2008 Joint Meeting of The Geological Society of America, Soil Science Society of America, American Society of Agronomy, Crop Science Society of America, Gulf Coast Association of Geological Societies with the Gulf Coast Section of SEPM

Paper No. 11
Presentation Time: 8:00 AM-6:00 PM

Ocean Sciences GIS Exercise - Visualizing High Resolution Oceanographic Data Sets

TEWKSBURY, David A., Department of Geosciences, Hamilton College, 198 College Hill Rd, Clinton, NY 13323-1218, dtewksbu@hamilton.edu

Geographic Information Systems, GIS, are designed for visualization of data in spatially referenced space. In ArcMap, high resolution oceanographic data from the National Oceanographic Data Center (NODC) combined with world topography and bathymetry data allow students to visualize global patterns of ocean temperature, salinity, dissolved oxygen and others.

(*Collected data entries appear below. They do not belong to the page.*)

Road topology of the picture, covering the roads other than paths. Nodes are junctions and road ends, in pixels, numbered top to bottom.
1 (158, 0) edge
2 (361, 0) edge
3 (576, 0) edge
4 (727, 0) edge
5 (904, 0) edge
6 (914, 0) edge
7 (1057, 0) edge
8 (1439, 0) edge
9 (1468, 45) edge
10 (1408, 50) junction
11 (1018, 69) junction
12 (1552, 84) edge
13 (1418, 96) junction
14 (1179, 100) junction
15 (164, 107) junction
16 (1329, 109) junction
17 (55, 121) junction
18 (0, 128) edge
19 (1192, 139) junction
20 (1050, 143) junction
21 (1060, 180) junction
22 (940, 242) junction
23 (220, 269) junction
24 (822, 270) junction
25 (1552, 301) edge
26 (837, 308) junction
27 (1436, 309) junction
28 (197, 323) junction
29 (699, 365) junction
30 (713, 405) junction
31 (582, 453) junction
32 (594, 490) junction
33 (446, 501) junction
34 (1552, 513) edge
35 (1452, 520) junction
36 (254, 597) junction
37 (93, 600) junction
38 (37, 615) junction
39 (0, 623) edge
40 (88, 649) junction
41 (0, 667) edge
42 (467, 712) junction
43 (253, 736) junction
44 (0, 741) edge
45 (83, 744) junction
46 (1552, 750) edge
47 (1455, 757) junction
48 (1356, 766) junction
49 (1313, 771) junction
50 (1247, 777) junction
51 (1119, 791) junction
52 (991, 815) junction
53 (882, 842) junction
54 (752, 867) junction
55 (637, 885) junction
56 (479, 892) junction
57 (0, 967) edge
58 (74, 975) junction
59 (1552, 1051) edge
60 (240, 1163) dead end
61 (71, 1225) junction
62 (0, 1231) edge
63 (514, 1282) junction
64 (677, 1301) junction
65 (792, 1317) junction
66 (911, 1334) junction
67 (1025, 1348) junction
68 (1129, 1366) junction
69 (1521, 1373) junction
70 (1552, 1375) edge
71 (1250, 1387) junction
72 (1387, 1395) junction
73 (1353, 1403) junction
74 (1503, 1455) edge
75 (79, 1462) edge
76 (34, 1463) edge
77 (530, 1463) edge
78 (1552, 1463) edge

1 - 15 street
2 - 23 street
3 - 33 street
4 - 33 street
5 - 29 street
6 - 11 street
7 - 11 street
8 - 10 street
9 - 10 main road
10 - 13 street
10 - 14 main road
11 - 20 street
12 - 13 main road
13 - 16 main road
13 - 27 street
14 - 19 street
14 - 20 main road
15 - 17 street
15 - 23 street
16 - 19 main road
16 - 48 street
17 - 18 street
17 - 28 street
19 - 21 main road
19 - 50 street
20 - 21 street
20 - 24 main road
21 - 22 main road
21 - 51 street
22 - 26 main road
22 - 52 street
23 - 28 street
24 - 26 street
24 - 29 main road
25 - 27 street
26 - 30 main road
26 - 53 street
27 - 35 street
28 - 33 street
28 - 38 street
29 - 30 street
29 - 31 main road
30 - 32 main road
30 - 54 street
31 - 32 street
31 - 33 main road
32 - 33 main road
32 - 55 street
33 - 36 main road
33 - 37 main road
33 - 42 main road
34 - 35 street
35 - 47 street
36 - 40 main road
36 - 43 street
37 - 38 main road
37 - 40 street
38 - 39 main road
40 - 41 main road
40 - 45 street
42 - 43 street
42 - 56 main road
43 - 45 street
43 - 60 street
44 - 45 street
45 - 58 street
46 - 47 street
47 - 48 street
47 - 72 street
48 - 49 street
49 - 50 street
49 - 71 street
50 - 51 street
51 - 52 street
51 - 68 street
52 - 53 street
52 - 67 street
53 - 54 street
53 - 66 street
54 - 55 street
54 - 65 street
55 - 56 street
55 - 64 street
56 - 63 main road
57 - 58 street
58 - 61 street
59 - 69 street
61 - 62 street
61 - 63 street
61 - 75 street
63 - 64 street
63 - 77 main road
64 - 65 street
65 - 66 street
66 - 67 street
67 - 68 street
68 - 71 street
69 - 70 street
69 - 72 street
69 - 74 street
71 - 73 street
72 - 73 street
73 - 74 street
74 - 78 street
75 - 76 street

This exercise is designed to introduce students to ArcGIS software components ArcCatalog, ArcMap and ArcScene using the software to visualize and manipulate actual oceanographic data. The exercise is designed to build the students' familiarity with the software within the context of an Ocean Sciences course.

Students preview data sets in ArcCatalog and read a brief discussion of the different types of data used in the exercise (raster and shape files). In ArcMap, students add a global topography and bathymetry file, and examine the fact that these data are spatially referenced. Students then add a point shape file of over 41,000 sample locations from the World Ocean Atlas Select data set. A look at the attribute table reveals no obvious patterns and, as all the points are initially symbolized identically, no pattern is obvious on the map either. Zooming in on a small area reveals the individual points, and using the Get Info tool reveals the associated metadata for the point. Using the symbology tools, students can modify the temperature point file properties to reveal a pattern of warm equatorial and cold polar surface water distribution.

Building on this, students extract data for individual depths and create maps of temperature distribution at various depths. To make the changes that occur at depth more obvious, students use ArcScene to display layers from multiple depths in 3D. Warm and cold water distribution associated with deep ocean current systems are revealed.

This exercise could also use any of the other data sets from NODC WOAS.